Let’s leave Europe and head to Reno, circa 1940s, where the city never sleeps. Having spent some years researching the Nevada Photo Service, I would like to say this looks like one of Lawrence Engel’s but since he put a form of company signature on most of his and it isn’t here I can’t. We can say it is post-1931; the year Nevada legalized gambling. There is a stark difference between street scenes pre and post 1931, mostly to do with the proliferation of neon. But the date doesn’t matter so much as the enchantment of this card. It beckons you in to Reno. Never mind that tomorrow morning your wallet will be empty and your self-respect will be shot to pieces; tonight, everything you want is here.



Another image that could come from the Nevada Photo Service, yet cannot. The Doghouse, Harold’s, the Bank, the Palace: there is too much for one person to take in one night, which is of course our photographer’s point. In the 1930s Walker Evans took a photo like this that has rightfully been recognized as significant in his canon yet as images like this show, others had the same ideas. Well, that’s one of the great things about photography: there are no geniuses but there are people who see things more clearly and there are others who look at them the same way. Today downtown Reno is a travesty; the glamour at street level this photographer drew from has largely disappeared and what little remains has been overwhelmed by monolithic hotels. The enduring image is of dozens of military veterans standing at the one-arm bandits for hours on end. America packs them off to Iraq, then it sends them down to Reno. A decent oncologist would advise the country to stop eating its own shit. But another resilient image comes when you leave North Virginia St, look one way to the Sierra Nevada and another towards the desert and realize there aren’t many cities more perfectly sited. Depressing as downtown might be today, a big part of Reno’s allure in the past was the journey out to it, across the mountains or through the desert, arriving at a fabulous oasis, a pleasure garden where there was too much fun and no time for sleeping.

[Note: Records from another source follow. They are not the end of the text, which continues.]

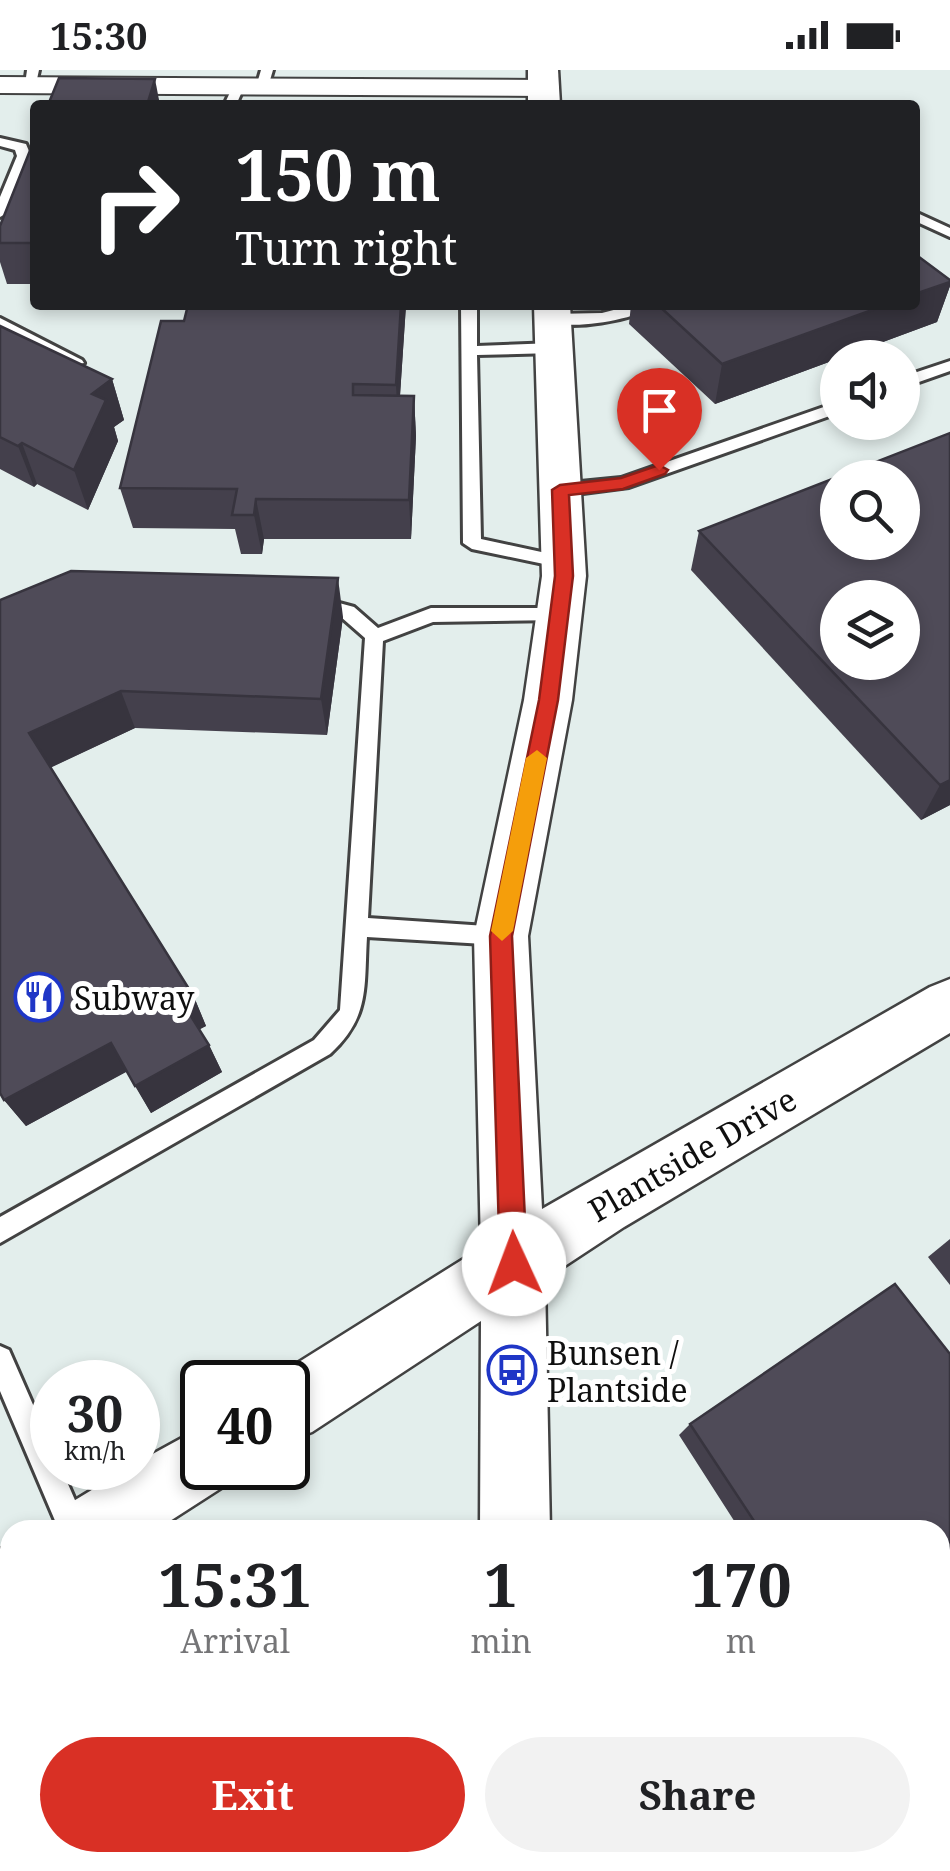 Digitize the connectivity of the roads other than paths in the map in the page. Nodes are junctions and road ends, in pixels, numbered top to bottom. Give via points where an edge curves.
1 (32, 78) edge
2 (0, 86) edge
3 (249, 87) edge
4 (543, 88) edge
5 (0, 142) edge
6 (0, 213) edge
7 (920, 218) edge
8 (950, 233) edge
9 (468, 310) edge
10 (632, 310) edge
11 (0, 323) edge
12 (553, 324) edge
13 (469, 351) junction
14 (950, 366) edge
15 (92, 372) edge
16 (920, 377) edge
17 (820, 412) edge
18 (560, 490) junction
19 (563, 562) junction
20 (284, 601) edge
21 (559, 613) junction
22 (374, 636) junction
23 (357, 927) junction
24 (501, 936) junction
25 (950, 1004) edge
26 (0, 1231) edge
27 (514, 1264) junction
28 (0, 1360) edge
29 (310, 1394) edge
30 (180, 1475) edge
31 (96, 1520) edge
32 (111, 1520) edge
33 (515, 1520) edge

1 - 2 street
1 - 3 street
3 - 4 street
5 - 6 lane via 24,156
7 - 8 lane
9 - 13 lane
10 - 12 lane
11 - 15 lane
12 - 13 lane
12 - 18 street
13 - 19 lane via 472,543
14 - 16 lane
17 - 18 lane via 623,483
18 - 19 street
19 - 21 street
20 - 22 lane via 342,608
21 - 22 lane via 431,616
21 - 24 street
22 - 23 lane
23 - 24 lane
23 - 26 lane via 352,1012 322,1047
24 - 27 street
25 - 27 street, Plantside Drive via 618,1196
27 - 29 street, Plantside Drive
27 - 33 street
28 - 31 lane
30 - 32 street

To Pendleton, Oregon, which depending on your criteria is either a city or a town, best known for its annual rodeo. The point this photo demonstrates is that viewed the right way at night it can look as exciting as any capital on the eastern seaboard.  If someone in Hollywood had rewritten Dassin’s Night and the City and set it in Pendleton, this could be the opening scene. In a few seconds we’ll see Harry Fabian running out of the cinema and glancing anxiously behind. For that matter it could just about be a still from Orson Welles famous opening scene in Touch of Evil. Pendleton might be small but once the sun goes down it packs in a lot of action.



A snapshot taken at the 1933 Century of Progress Expo in Chicago. The tower at the right would be part of the skyride. The lights emanating out of it are attached to the cables. Like a lot of expo architecture the world over, it was considered a marvel of technology but once the fair was over it was dismantled. There is no reason to think this isn’t an amateur photo though it’s worth noting that apart from one detail in the middle foreground that could be a person running the place looks deserted. Possibly it was taken by a worker before the fair officially opened. Like every other photo here (excepting possibly the top one, which is a negative print of a map) it shows how the whole appearance and atmosphere of a place changes at night. It becomes somewhere else.